#### EXERCISE DESCRIPTION:
Your job is to copy every line in the material containing the word "Oaks".

#### TASK INPUT:
····················

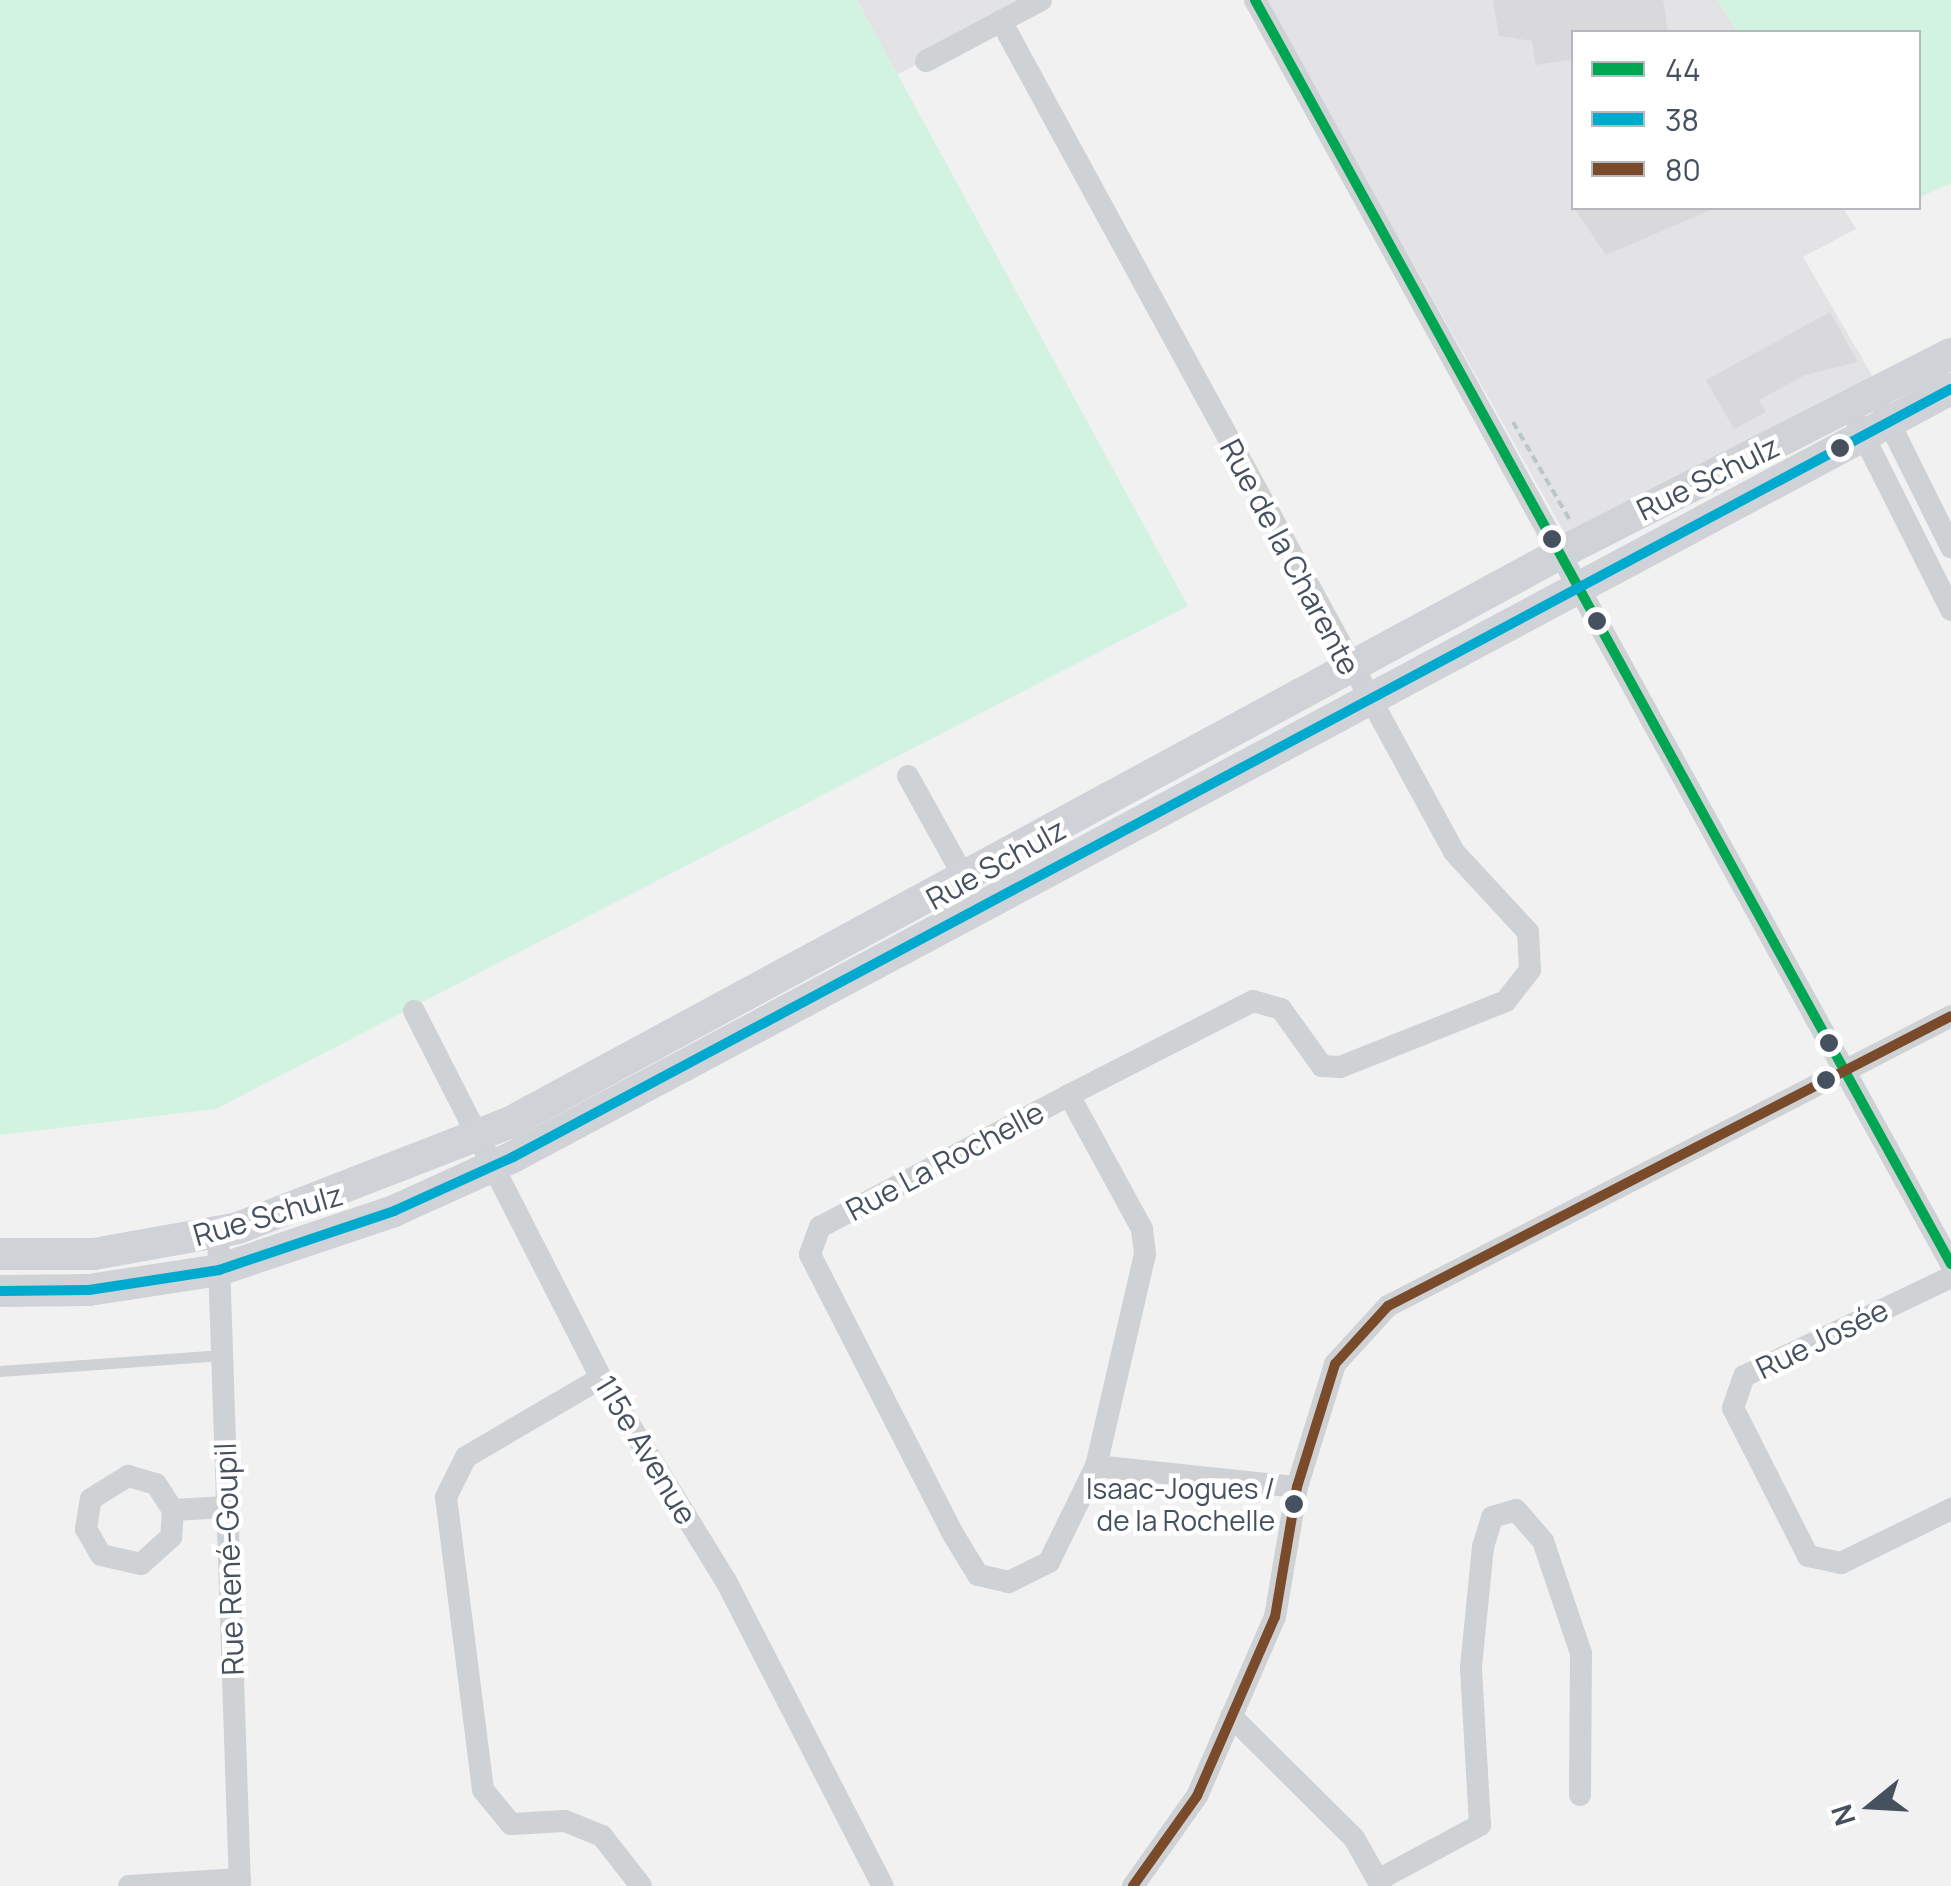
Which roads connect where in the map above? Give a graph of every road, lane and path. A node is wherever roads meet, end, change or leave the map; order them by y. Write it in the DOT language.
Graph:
graph roads {
  1 [pos="1041,0"];
  2 [pos="1255,0"];
  3 [pos="1000,21"];
  4 [pos="926,61"];
  5 [pos="1951,354"];
  6 [pos="1951,389"];
  7 [pos="1869,414"];
  8 [pos="1703,480"];
  9 [pos="1718,513"];
  10 [pos="1566,538"];
  11 [pos="1951,548"];
  12 [pos="1583,584"];
  13 [pos="1951,610"];
  14 [pos="1350,669"];
  15 [pos="1369,704"];
  16 [pos="908,776"];
  17 [pos="974,894"];
  18 [pos="414,1011"];
  19 [pos="1951,1016"];
  20 [pos="1845,1069"];
  21 [pos="1069,1095"];
  22 [pos="487,1151"];
  23 [pos="218,1233"];
  24 [pos="0,1254"];
  25 [pos="1951,1264"];
  26 [pos="219,1270"];
  27 [pos="1951,1277"];
  28 [pos="0,1291"];
  29 [pos="222,1356"];
  30 [pos="0,1370"];
  31 [pos="602,1378"];
  32 [pos="1096,1466"];
  33 [pos="1297,1487"];
  34 [pos="227,1507"];
  35 [pos="1951,1509"];
  36 [pos="173,1510"];
  37 [pos="1232,1716"];
  38 [pos="1580,1794"];
  39 [pos="240,1882"];
  40 [pos="1379,1883"];
  41 [pos="129,1886"];
  42 [pos="641,1886"];
  43 [pos="884,1886"];
  44 [pos="1132,1886"];
  1 -- 3 [label="street"];
  2 -- 10 [label="street"];
  3 -- 4 [label="street"];
  3 -- 14 [label="street, Rue de la Charente"];
  5 -- 7 [label="street, Rue Schulz"];
  6 -- 7 [label="street, Rue Schulz"];
  7 -- 8 [label="street, Rue Schulz"];
  7 -- 9 [label="street, Rue Schulz"];
  7 -- 11 [label="street"];
  7 -- 13 [label="street"];
  8 -- 9 [label="street"];
  8 -- 10 [label="street, Rue Schulz"];
  9 -- 12 [label="street, Rue Schulz"];
  10 -- 12 [label="street"];
  10 -- 14 [label="street, Rue Schulz"];
  12 -- 15 [label="street, Rue Schulz"];
  12 -- 20 [label="street"];
  14 -- 15 [label="street, Rue de la Charente"];
  14 -- 17 [label="street, Rue Schulz"];
  15 -- 17 [label="street, Rue Schulz"];
  15 -- 21 [label="street, Rue de la Charente"];
  16 -- 17 [label="street"];
  17 -- 22 [label="street, Rue Schulz"];
  18 -- 22 [label="street, 115e Avenue"];
  19 -- 20 [label="street"];
  20 -- 25 [label="street"];
  20 -- 33 [label="street"];
  21 -- 32 [label="street, Rue La Rochelle"];
  21 -- 32 [label="street, Rue La Rochelle"];
  22 -- 23 [label="street, Rue Schulz"];
  22 -- 26 [label="street, Rue Schulz"];
  22 -- 31 [label="street, 115e Avenue"];
  23 -- 24 [label="street, Rue Schulz"];
  23 -- 26 [label="street, Rue René-Goupil"];
  26 -- 28 [label="street, Rue Schulz"];
  26 -- 29 [label="street, Rue René-Goupil"];
  27 -- 35 [label="street, Rue Josée"];
  29 -- 30 [label="lane"];
  29 -- 34 [label="street, Rue René-Goupil"];
  31 -- 42 [label="street"];
  31 -- 43 [label="street, 115e Avenue"];
  32 -- 33 [label="street"];
  33 -- 37 [label="street"];
  34 -- 36 [label="street"];
  34 -- 39 [label="street, Rue René-Goupil"];
  37 -- 40 [label="street"];
  37 -- 44 [label="street"];
  38 -- 40 [label="street"];
  39 -- 41 [label="street"];
}
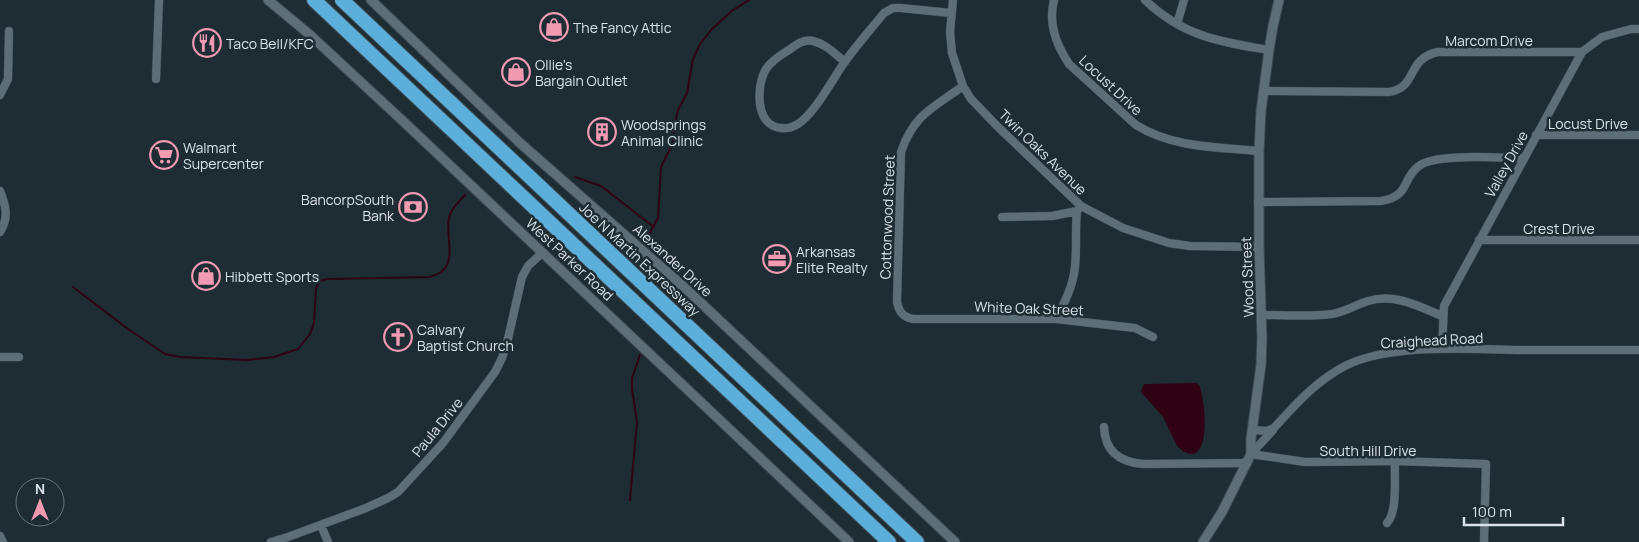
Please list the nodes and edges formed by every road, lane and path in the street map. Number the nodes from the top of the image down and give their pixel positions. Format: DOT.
graph roads {
  1 [pos="159,0"];
  2 [pos="268,0"];
  3 [pos="314,0"];
  4 [pos="342,0"];
  5 [pos="371,0"];
  6 [pos="953,0"];
  7 [pos="1054,0"];
  8 [pos="1144,0"];
  9 [pos="1184,0"];
  10 [pos="1279,0"];
  11 [pos="951,13"];
  12 [pos="1177,24"];
  13 [pos="1639,29"];
  14 [pos="9,31"];
  15 [pos="1269,50"];
  16 [pos="1582,52"];
  17 [pos="845,62"];
  18 [pos="156,79"];
  19 [pos="963,86"];
  20 [pos="1265,91"];
  21 [pos="0,95"];
  22 [pos="1536,135"];
  23 [pos="1639,135"];
  24 [pos="1259,151"];
  25 [pos="1523,158"];
  26 [pos="0,191"];
  27 [pos="1258,202"];
  28 [pos="1079,209"];
  29 [pos="1002,218"];
  30 [pos="0,232"];
  31 [pos="1479,240"];
  32 [pos="1639,240"];
  33 [pos="1259,247"];
  34 [pos="543,252"];
  35 [pos="902,315"];
  36 [pos="1262,315"];
  37 [pos="1442,316"];
  38 [pos="1056,319"];
  39 [pos="1153,337"];
  40 [pos="1442,349"];
  41 [pos="1639,350"];
  42 [pos="0,357"];
  43 [pos="19,357"];
  44 [pos="1104,427"];
  45 [pos="1274,428"];
  46 [pos="1253,430"];
  47 [pos="1251,454"];
  48 [pos="1394,461"];
  49 [pos="1247,463"];
  50 [pos="1387,523"];
  51 [pos="321,525"];
  52 [pos="0,536"];
  53 [pos="3,542"];
  54 [pos="271,542"];
  55 [pos="328,542"];
  56 [pos="850,542"];
  57 [pos="889,542"];
  58 [pos="917,542"];
  59 [pos="955,542"];
  60 [pos="1204,542"];
  61 [pos="1484,542"];
  1 -- 18 [label="street"];
  2 -- 34 [label="street, West Parker Road"];
  3 -- 57 [label="highway"];
  4 -- 58 [label="highway, Joe N Martin Expressway"];
  5 -- 59 [label="street, Alexander Drive"];
  6 -- 11 [label="street, Twin Oaks Avenue"];
  7 -- 24 [label="street, Locust Drive"];
  8 -- 12 [label="street"];
  9 -- 12 [label="street"];
  10 -- 15 [label="street, Wood Street"];
  11 -- 17 [label="street"];
  11 -- 19 [label="street, Twin Oaks Avenue"];
  12 -- 15 [label="street"];
  13 -- 16 [label="street, Valley Drive"];
  14 -- 21 [label="street"];
  15 -- 20 [label="street, Wood Street"];
  16 -- 20 [label="street, Marcom Drive"];
  16 -- 22 [label="street, Valley Drive"];
  17 -- 17 [label="street"];
  19 -- 28 [label="street, Twin Oaks Avenue"];
  19 -- 35 [label="street, Cottonwood Street"];
  20 -- 24 [label="street, Wood Street"];
  22 -- 23 [label="street, Locust Drive"];
  22 -- 25 [label="street, Valley Drive"];
  24 -- 27 [label="street, Wood Street"];
  25 -- 27 [label="street"];
  25 -- 31 [label="street, Valley Drive"];
  26 -- 30 [label="street"];
  27 -- 33 [label="street, Wood Street"];
  28 -- 29 [label="street"];
  28 -- 33 [label="street, Twin Oaks Avenue"];
  28 -- 38 [label="street"];
  31 -- 32 [label="street, Crest Drive"];
  31 -- 37 [label="street, Valley Drive"];
  33 -- 36 [label="street, Wood Street"];
  34 -- 51 [label="street, Paula Drive"];
  34 -- 56 [label="street, West Parker Road"];
  35 -- 38 [label="street, White Oak Street"];
  36 -- 37 [label="street"];
  36 -- 46 [label="street, Wood Street"];
  37 -- 40 [label="street, Valley Drive"];
  38 -- 39 [label="street, White Oak Street"];
  40 -- 41 [label="street, Craighead Road"];
  40 -- 45 [label="street, Craighead Road"];
  42 -- 43 [label="street"];
  44 -- 49 [label="street"];
  45 -- 46 [label="street"];
  45 -- 47 [label="street, Craighead Road"];
  46 -- 47 [label="street, Wood Street"];
  47 -- 48 [label="street, South Hill Drive"];
  47 -- 49 [label="street, Wood Street"];
  48 -- 50 [label="street"];
  48 -- 61 [label="street, South Hill Drive"];
  49 -- 60 [label="street, Wood Street"];
  51 -- 54 [label="street, Paula Drive"];
  51 -- 55 [label="street"];
  52 -- 53 [label="street"];
}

····················

#### ANSWER SECTION:
  6 -- 11 [label="street, Twin Oaks Avenue"];
  11 -- 19 [label="street, Twin Oaks Avenue"];
  19 -- 28 [label="street, Twin Oaks Avenue"];
  28 -- 33 [label="street, Twin Oaks Avenue"];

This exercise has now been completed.